Use the CPU FFT backend (PocketFFT) for 3D MPI-parallel transforms
Use 2D grids, which support batched transforms with unit stride
Use single-GPU (non-MPI) execution where the data layout is contiguous

AMD GPUs (rocFFT)¶

On AMD GPUs, µGrid uses the native rocFFT library directly (not hipFFT). rocFFT’s API provides more flexible stride support through its rocfft_plan_description_set_data_layout() function, which allows specifying arbitrary strides for all transform types including R2C and C2R.

Consequence: 3D MPI-parallel FFTs should work correctly on AMD GPUs with rocFFT.

Note

The rocFFT backend is a new implementation and may require testing on your specific ROCm installation. Please report any issues.

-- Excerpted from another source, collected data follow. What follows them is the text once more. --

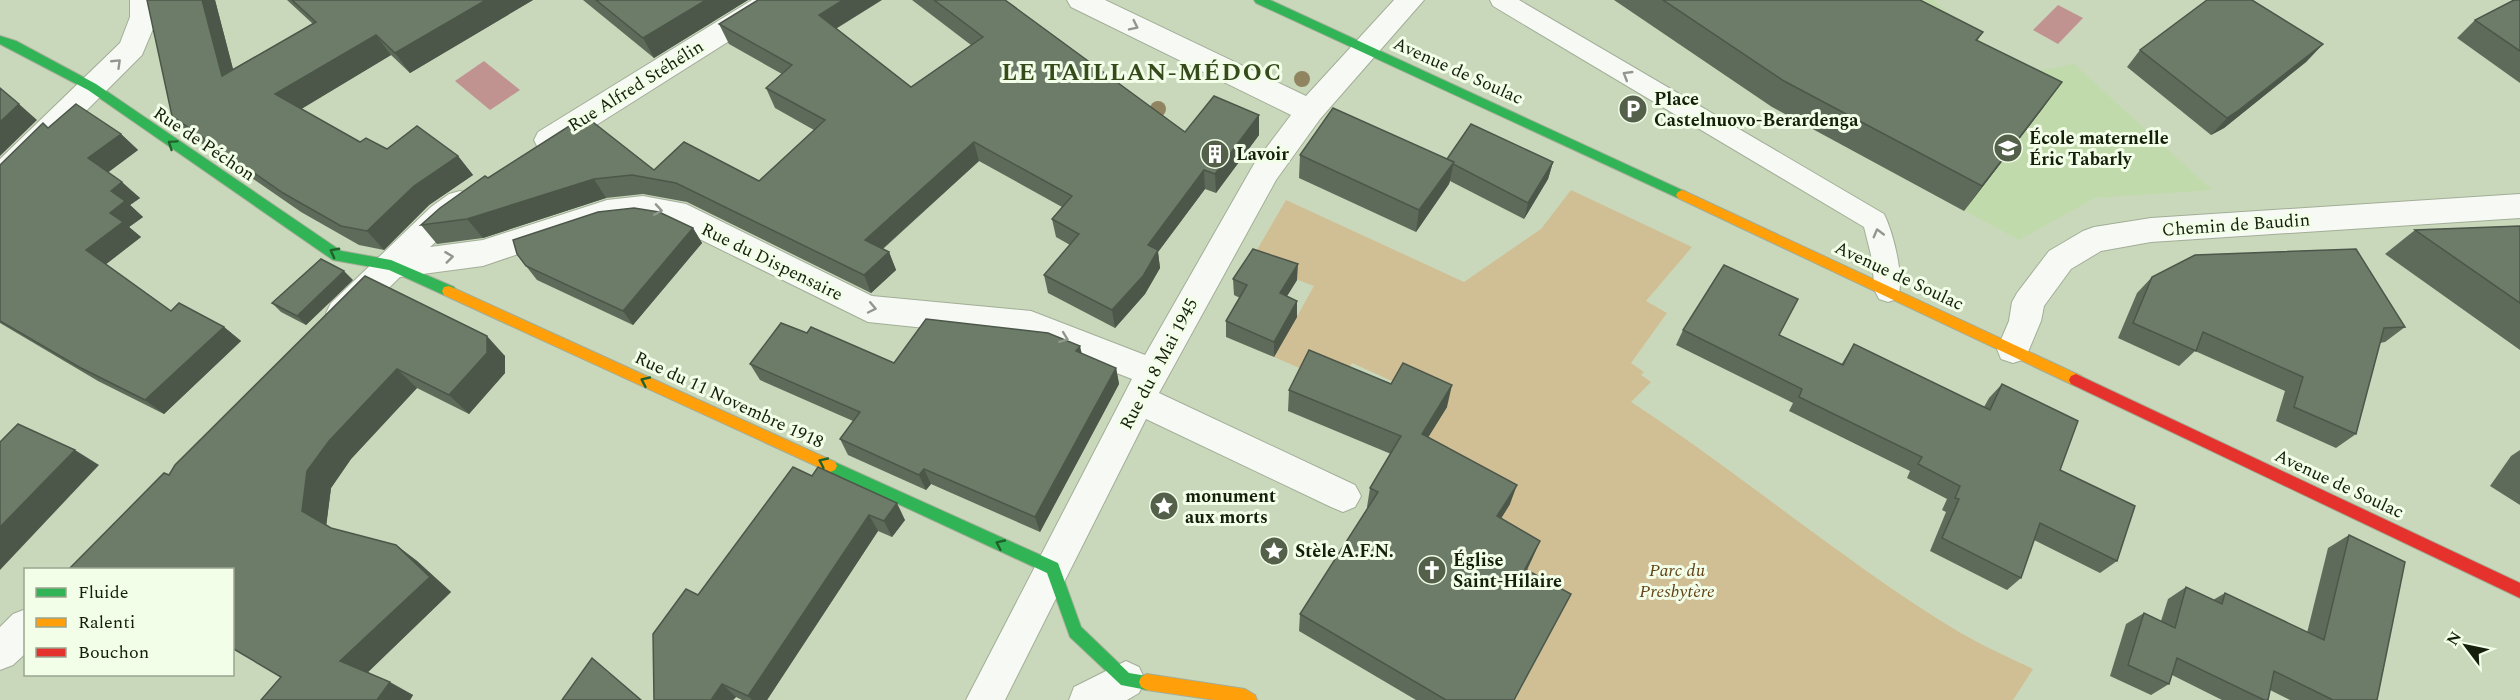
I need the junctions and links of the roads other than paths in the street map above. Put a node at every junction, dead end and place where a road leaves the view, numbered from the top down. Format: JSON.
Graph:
{"nodes":[{"id":1,"x":144,"y":0,"type":"edge"},
{"id":2,"x":773,"y":0,"type":"edge"},
{"id":3,"x":1081,"y":0,"type":"edge"},
{"id":4,"x":1260,"y":0,"type":"edge"},
{"id":5,"x":1410,"y":0,"type":"edge"},
{"id":6,"x":1501,"y":0,"type":"edge"},
{"id":7,"x":0,"y":40,"type":"edge"},
{"id":8,"x":1365,"y":49,"type":"junction"},
{"id":9,"x":92,"y":87,"type":"junction"},
{"id":10,"x":1310,"y":111,"type":"junction"},
{"id":11,"x":528,"y":155,"type":"edge"},
{"id":12,"x":0,"y":178,"type":"edge"},
{"id":13,"x":480,"y":189,"type":"edge"},
{"id":14,"x":2520,"y":206,"type":"edge"},
{"id":15,"x":391,"y":265,"type":"junction"},
{"id":16,"x":1888,"y":291,"type":"junction"},
{"id":17,"x":324,"y":331,"type":"edge"},
{"id":18,"x":2013,"y":349,"type":"junction"},
{"id":19,"x":1146,"y":386,"type":"junction"},
{"id":20,"x":1343,"y":495,"type":"dead end"},
{"id":21,"x":1053,"y":568,"type":"junction"},
{"id":22,"x":2520,"y":591,"type":"edge"},
{"id":23,"x":24,"y":629,"type":"edge"},
{"id":24,"x":0,"y":652,"type":"edge"},
{"id":25,"x":1126,"y":680,"type":"junction"},
{"id":26,"x":985,"y":700,"type":"edge"},
{"id":27,"x":1088,"y":700,"type":"edge"},
{"id":28,"x":1249,"y":700,"type":"edge"}],
"edges":[{"from":9,"to":1,"type":"street","one_way":true},
{"from":2,"to":11,"type":"street","name":"Rue Alfred Stéhélin"},
{"from":3,"to":10,"type":"street","one_way":true},
{"from":4,"to":8,"type":"street","name":"Avenue de Soulac"},
{"from":5,"to":8,"type":"street","name":"Rue du 8 Mai 1945"},
{"from":16,"to":6,"type":"lane","one_way":true},
{"from":7,"to":9,"type":"street","name":"Rue de Péchon"},
{"from":8,"to":10,"type":"street","name":"Rue du 8 Mai 1945"},
{"from":8,"to":16,"type":"street","name":"Avenue de Soulac"},
{"from":9,"to":12,"type":"street"},
{"from":15,"to":9,"type":"street","name":"Rue de Péchon","one_way":true},
{"from":10,"to":19,"type":"street","name":"Rue du 8 Mai 1945"},
{"from":13,"to":15,"type":"street"},
{"from":14,"to":18,"type":"street","name":"Chemin de Baudin"},
{"from":15,"to":17,"type":"street"},
{"from":15,"to":19,"type":"street","name":"Rue du Dispensaire","one_way":true},
{"from":21,"to":15,"type":"street","name":"Rue du 11 Novembre 1918","one_way":true},
{"from":16,"to":18,"type":"street","name":"Avenue de Soulac"},
{"from":18,"to":22,"type":"street","name":"Avenue de Soulac"},
{"from":19,"to":20,"type":"street","name":"Rue du Dispensaire"},
{"from":19,"to":21,"type":"street","name":"Rue du 8 Mai 1945"},
{"from":21,"to":25,"type":"street"},
{"from":21,"to":26,"type":"street","name":"Rue du 8 Mai 1945"},
{"from":23,"to":24,"type":"street"},
{"from":25,"to":27,"type":"street"},
{"from":25,"to":28,"type":"street"}]}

Example: GPU FFT with fallback¶

For code that needs to handle both 2D and 3D cases on GPU:

import muGrid

nb_grid_pts = [64, 64, 64]  # 3D grid
dim = len(nb_grid_pts)

# Determine device based on dimension and GPU availability
if dim == 3 and muGrid.has_cuda and not muGrid.has_rocm:
    # 3D on CUDA: must use CPU for FFT due to cuFFT limitation
    print("Warning: Using CPU for 3D FFT (cuFFT stride limitation)")
    device = "cpu"
elif muGrid.has_gpu:
    device = "gpu"
else:
    device = "cpu"

# Create FFT engine
engine = muGrid.FFTEngine(nb_grid_pts, device=device)

Performance considerations¶

GPU acceleration is most beneficial when:

Working with large grids (the GPU parallelism outweighs data transfer overhead)
Performing many operations on the same data (data stays on GPU)
Using operations that parallelize well (element-wise operations, FFTs, convolutions)

For small grids or infrequent operations, the overhead of CPU-GPU data transfer may outweigh the benefits of GPU computation.